In this article, we learn what indexes are and how to create them with PostgreSQL, Kysely, and NestJS.

The idea behind indexes

Recently, we’ve added the articles table to our project.

articlesTable.ts

import { Generated } from 'kysely';

export interface ArticlesTable {

id: Generated<number>;

title: string;

article_content: string;

author_id: number;

}

In our repository, we implemented a method to get a list of articles written by an author with a particular id.

articlesTable.ts

import { Database } from '../database/database';

import { Article } from './article.model';

import { Injectable } from '@nestjs/common';

@Injectable()

export class ArticlesRepository {

constructor(private readonly database: Database) {}

async getByAuthorId(

authorId: number,

offset: number,

limit: number | null,

idsToSkip: number,

) {

const { data, count } = await this.database

.transaction()

.execute(async (transaction) => {

let articlesQuery = transaction

.selectFrom('articles')

.where('author_id', '=', authorId)

.where('id', '>', idsToSkip)

.orderBy('id')

.offset(offset)

.selectAll();

if (limit !== null) {

articlesQuery = articlesQuery.limit(limit);

}

const articlesResponse = await articlesQuery.execute();

const { count } = await transaction

.selectFrom('articles')

.where('author_id', '=', authorId)

.select((expressionBuilder) => {

return expressionBuilder.fn.countAll().as('count');

})

.executeTakeFirstOrThrow();

return {

data: articlesResponse,

count,

};

});

const items = data.map((articleData) => new Article(articleData));

return {

items,

count,

};

}

// ...

}

Above, we use pagination. If you want to learn more about it, check out API with NestJS #125. Offset and keyset pagination with Kysely

In the getByAuthorId method, we use where('author_id', '=', authorId). PostgreSQL needs to scan the entire articles table to find the matching records. Let’s visualize that using the EXPLAIN ANALYZE query.

EXPLAIN ANALYZE

SELECT * FROM articles

WHERE author_id = 1

In the query plan above, we can see that PostgreSQL does the sequential scan. While performing the sequential scan, the database reads all rows in the table one by one to find the data that matches the criteria. Sequential scans can be slow and resource-intensive, especially on large data sets. We can improve this situation by adding an index.

Introducing indexes

The SQL index acts similarly to a book’s index and helps the database find the information quickly. Let’s add an index on the author_id column to make the above query faster faster.

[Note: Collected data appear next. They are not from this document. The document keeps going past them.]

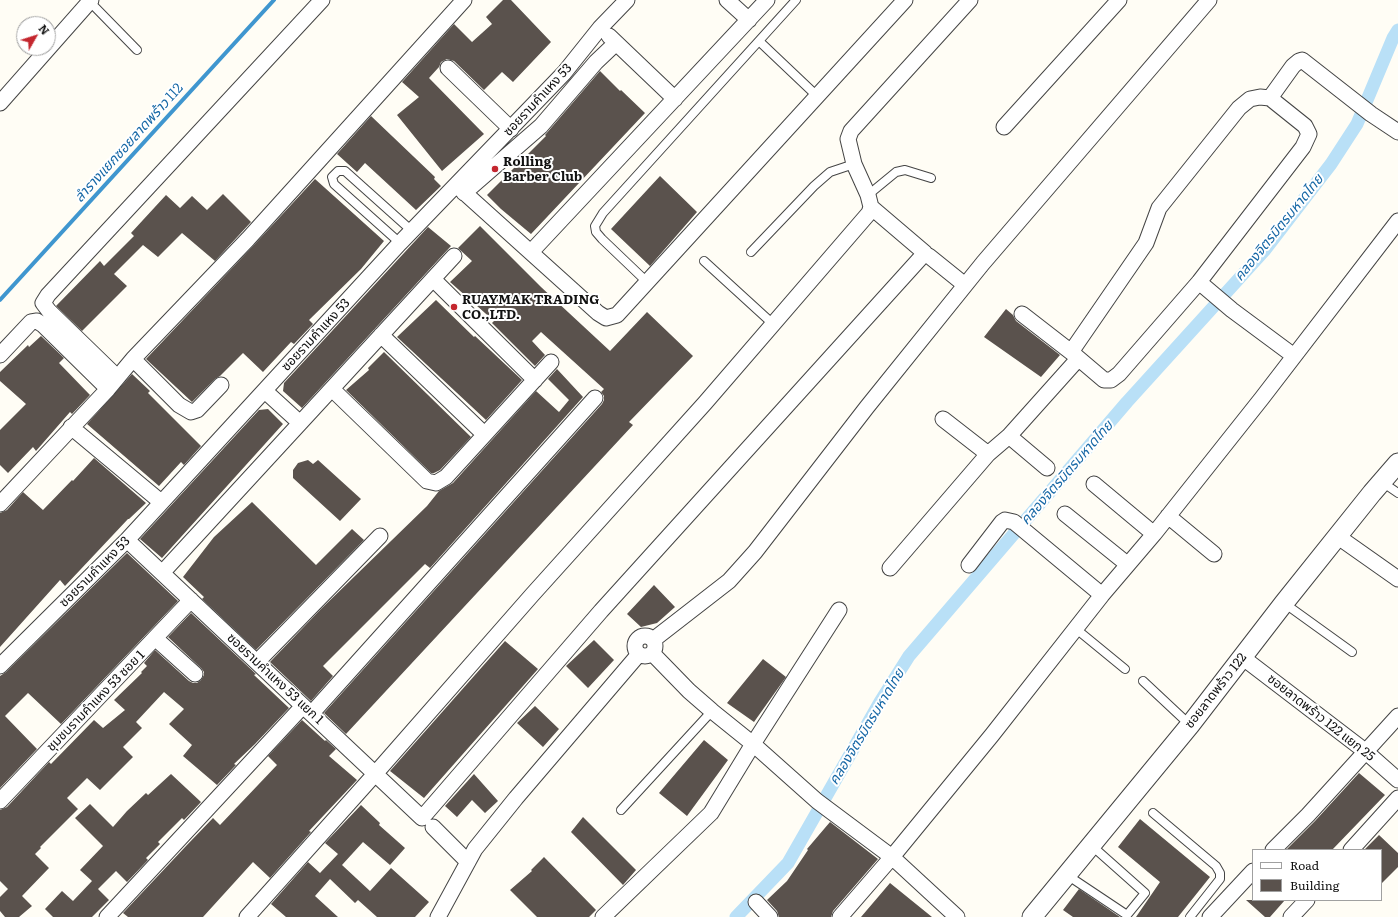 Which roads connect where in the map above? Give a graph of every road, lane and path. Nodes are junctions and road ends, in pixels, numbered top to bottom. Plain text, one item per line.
1 (322, 0) edge
2 (464, 0) edge
3 (626, 0) edge
4 (727, 0) edge
5 (768, 0) edge
6 (796, 0) edge
7 (905, 0) edge
8 (970, 0) edge
9 (1119, 0) edge
10 (1209, 0) edge
11 (91, 1) edge
12 (749, 20) junction
13 (600, 28) junction
14 (759, 41) junction
15 (616, 43) junction
16 (137, 50) dead end
17 (448, 68) dead end
18 (818, 96) junction
19 (675, 98) junction
20 (1270, 98) junction
21 (0, 103) edge
22 (1004, 127) dead end
23 (510, 129) junction
24 (1398, 132) edge
25 (854, 164) junction
26 (931, 178) dead end
27 (460, 189) junction
28 (870, 201) junction
29 (1398, 221) edge
30 (412, 231) junction
31 (1393, 240) edge
32 (400, 243) junction
33 (531, 252) junction
34 (751, 252) dead end
35 (454, 256) dead end
36 (929, 256) dead end
37 (704, 261) dead end
38 (433, 279) junction
39 (647, 282) junction
40 (1199, 282) junction
41 (965, 285) junction
42 (1022, 314) dead end
43 (773, 324) junction
44 (382, 335) junction
45 (0, 355) edge
46 (1074, 356) junction
47 (1294, 356) junction
48 (133, 359) junction
49 (551, 362) dead end
50 (535, 380) junction
51 (113, 383) junction
52 (221, 385) dead end
53 (332, 388) junction
54 (265, 390) junction
55 (595, 398) dead end
56 (942, 419) dead end
57 (300, 423) junction
58 (71, 427) junction
59 (484, 434) junction
60 (1009, 436) junction
61 (988, 454) junction
62 (1398, 463) edge
63 (1047, 468) dead end
64 (1382, 482) junction
65 (1094, 484) dead end
66 (1398, 493) edge
67 (161, 502) junction
68 (0, 504) edge
69 (1065, 514) dead end
70 (1168, 516) junction
71 (1154, 534) junction
72 (380, 536) dead end
73 (1337, 536) junction
74 (127, 540) junction
75 (1214, 554) dead end
76 (970, 564) dead end
77 (1127, 564) junction
78 (890, 568) dead end
79 (162, 573) junction
80 (1398, 579) edge
81 (1102, 595) junction
82 (191, 600) junction
83 (1284, 603) junction
84 (839, 610) dead end
85 (1075, 628) junction
86 (155, 638) junction
87 (648, 649) junction
88 (1352, 652) dead end
89 (1242, 657) junction
90 (257, 662) junction
91 (0, 666) edge
92 (1125, 669) dead end
93 (195, 674) dead end
94 (1143, 681) dead end
95 (308, 710) junction
96 (712, 711) junction
97 (1398, 716) edge
98 (1190, 725) junction
99 (753, 744) junction
100 (1365, 751) junction
101 (375, 774) junction
102 (1398, 780) edge
103 (1398, 798) edge
104 (0, 801) edge
105 (620, 810) dead end
106 (1152, 813) dead end
107 (427, 822) junction
108 (1091, 844) junction
109 (1274, 849) edge
110 (1352, 849) edge
111 (892, 857) junction
112 (468, 862) junction
113 (1252, 872) edge
114 (1066, 874) junction
115 (1305, 901) edge
116 (756, 902) dead end
117 (107, 917) edge
118 (247, 917) edge
119 (438, 917) edge
120 (603, 917) edge
121 (770, 917) edge
122 (840, 917) edge
123 (957, 917) edge
124 (1032, 917) edge
125 (1190, 917) edge
126 (1210, 917) edge
127 (1291, 917) edge

1 - 51 street
2 - 48 street
3 - 13 street, ซอยรามคำแหง 53
4 - 12 street
5 - 12 street
6 - 14 lane
7 - 18 street
8 - 25 street
9 - 22 street
10 - 41 street
11 - 16 lane
11 - 21 street
12 - 19 street
13 - 15 street
13 - 23 street, ซอยรามคำแหง 53
14 - 18 lane
14 - 39 lane
15 - 19 street
15 - 27 street
17 - 23 street
18 - 39 street
19 - 33 street
20 - 24 street
20 - 40 street
20 - 46 street
23 - 27 street, ซอยรามคำแหง 53
25 - 28 street
25 - 34 lane
26 - 28 lane
27 - 30 street, ซอยรามคำแหง 53
27 - 33 street
28 - 43 street
28 - 107 street
29 - 31 street
30 - 32 street, ซอยรามคำแหง 53
30 - 32 lane
31 - 47 street
32 - 54 street, ซอยรามคำแหง 53
33 - 39 street
35 - 38 street
36 - 41 street
37 - 43 lane
38 - 44 street
38 - 50 street
40 - 46 street
40 - 47 street
41 - 87 street
42 - 46 street
43 - 101 street
44 - 53 street
44 - 59 street
45 - 51 street
46 - 60 street
47 - 70 street
48 - 51 street
48 - 52 street
49 - 50 street
50 - 59 street
51 - 58 street
53 - 57 street
53 - 59 street
54 - 57 street
54 - 67 street, ซอยรามคำแหง 53
55 - 95 street
56 - 61 street
57 - 79 street
58 - 67 street
58 - 68 street
60 - 61 street
60 - 63 street
61 - 78 street
62 - 64 street, ซอยลาดพร้าว 122
64 - 66 lane
64 - 73 street, ซอยลาดพร้าว 122
65 - 71 street
67 - 74 street, ซอยรามคำแหง 53
69 - 77 street
70 - 71 street
70 - 75 street
71 - 77 street
72 - 90 street
73 - 80 street
73 - 83 street, ซอยลาดพร้าว 122
74 - 79 street, ซอยรามคำแหง 53 แยก 1
74 - 91 street, ซอยรามคำแหง 53
76 - 81 street
77 - 81 street
79 - 82 street, ซอยรามคำแหง 53 แยก 1
81 - 85 street
82 - 86 street, ชุมชนรามคำแหง 53 ซอย 1
82 - 90 street, ซอยรามคำแหง 53 แยก 1
83 - 88 lane
83 - 89 street, ซอยลาดพร้าว 122
84 - 99 street
85 - 92 lane
85 - 111 street
86 - 93 street
86 - 104 street, ชุมชนรามคำแหง 53 ซอย 1
87 - 96 street
87 - 112 street
89 - 98 street, ซอยลาดพร้าว 122
89 - 100 street, ซอยลาดพร้าว 122 แยก 25
90 - 95 street, ซอยรามคำแหง 53 แยก 1
94 - 98 lane
95 - 101 street, ซอยรามคำแหง 53 แยก 1
95 - 117 street
96 - 99 street
96 - 105 lane
97 - 100 street
98 - 108 street, ซอยลาดพร้าว 122
99 - 111 street
99 - 120 street
100 - 102 street, ซอยลาดพร้าว 122 แยก 25
100 - 109 street
101 - 107 street, ซอยรามคำแหง 53 แยก 1
101 - 118 street
103 - 110 street
106 - 125 lane
107 - 112 street, ซอยรามคำแหง 53 แยก 1
108 - 114 street, ซอยลาดพร้าว 122
108 - 114 lane
111 - 122 street
111 - 123 street
112 - 119 street
113 - 126 street
114 - 124 street, ซอยลาดพร้าว 122
115 - 127 street
116 - 121 street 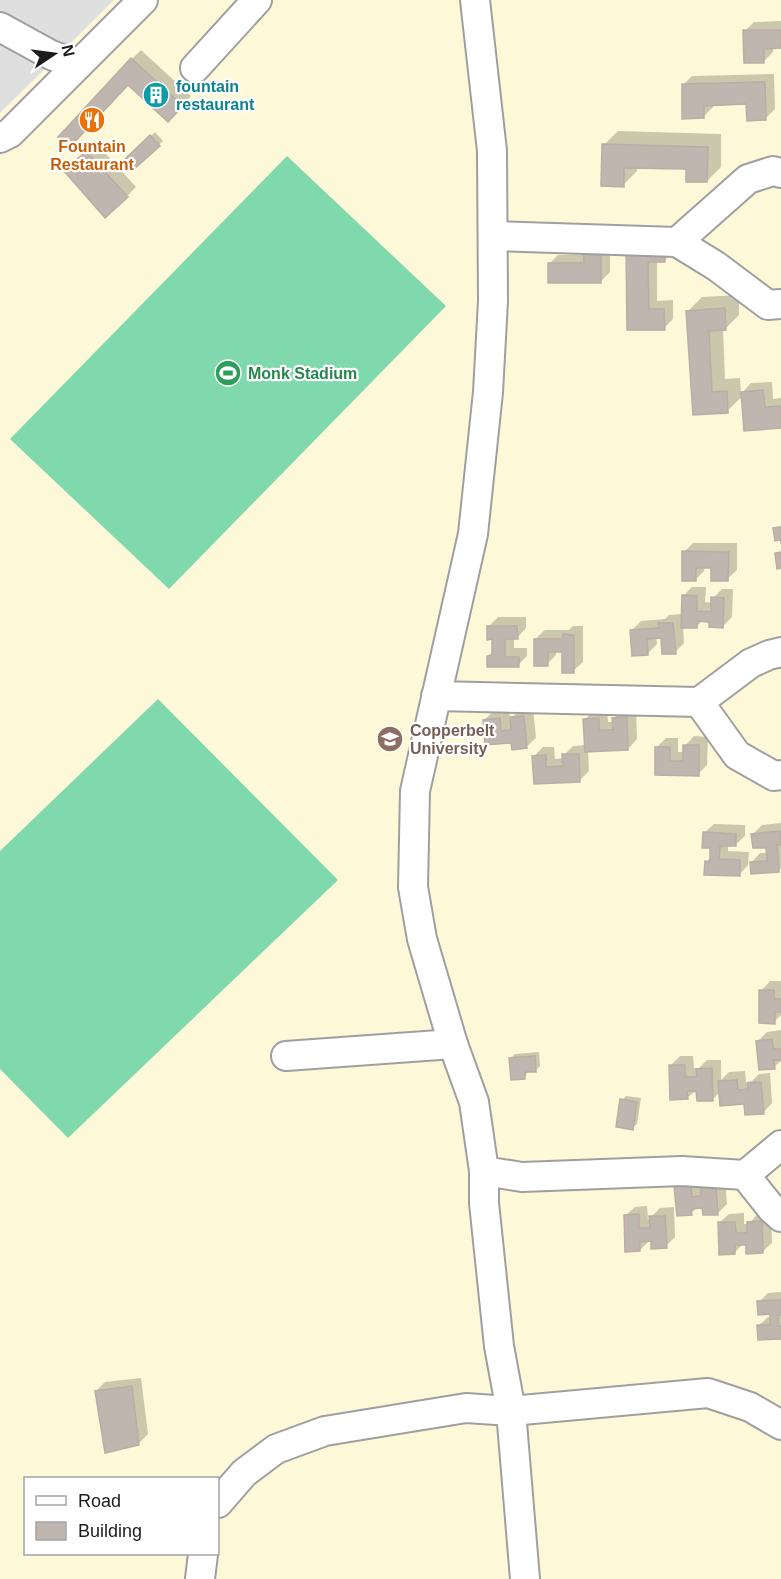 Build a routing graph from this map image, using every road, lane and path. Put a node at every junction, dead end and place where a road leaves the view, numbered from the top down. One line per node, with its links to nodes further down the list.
1 (143, 0): 5 (lane)
2 (257, 0): 6 (lane)
3 (476, 0): 9 (lane)
4 (0, 27): 5 (lane)
5 (78, 65): 7 (lane)
6 (195, 68)
7 (0, 138)
8 (781, 173): 10 (lane)
9 (494, 236): 10 (lane); 13 (lane)
10 (677, 242): 11 (lane)
11 (781, 304)
12 (781, 652): 14 (lane)
13 (436, 696): 14 (lane); 16 (lane)
14 (699, 702): 15 (lane)
15 (781, 775)
16 (453, 1044): 17 (lane); 19 (lane)
17 (286, 1056)
18 (781, 1145): 20 (lane)
19 (484, 1172): 20 (lane); 22 (lane)
20 (745, 1175): 21 (lane)
21 (781, 1217)
22 (511, 1411): 23 (lane); 24 (lane); 27 (lane)
23 (781, 1425)
24 (219, 1502)
25 (203, 1555): 26 (lane)
26 (200, 1579)
27 (525, 1579)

20230924200603_add_author_id_index.ts

import { Kysely } from 'kysely';

export async function up(database: Kysely<unknown>): Promise<void> {

await database.schema

.createIndex('article_author_id')

.on('articles')

.column('author_id')

.execute();

}

export async function down(database: Kysely<unknown>): Promise<void> {

await database.schema.dropIndex('article_author_id').execute();

}

Let’s run the above migration and try to analyze our SELECT query.

EXPLAIN ANALYZE

SELECT * FROM articles

WHERE author_id = 1

PostgreSQL considers quite a few factors when deciding whether to use an index. If it does not work for you, check out the VACUUM command.

The moment we create an index, PostgreSQL starts maintaining a data structure organized around a particular column. We can think of it as key and value pairs.

author_id	article_id
1	1
2	2
3	3
3	4
3	5
4	6

Under the hood, PostgreSQL uses a B-tree data structure where each leaf points to a particular row.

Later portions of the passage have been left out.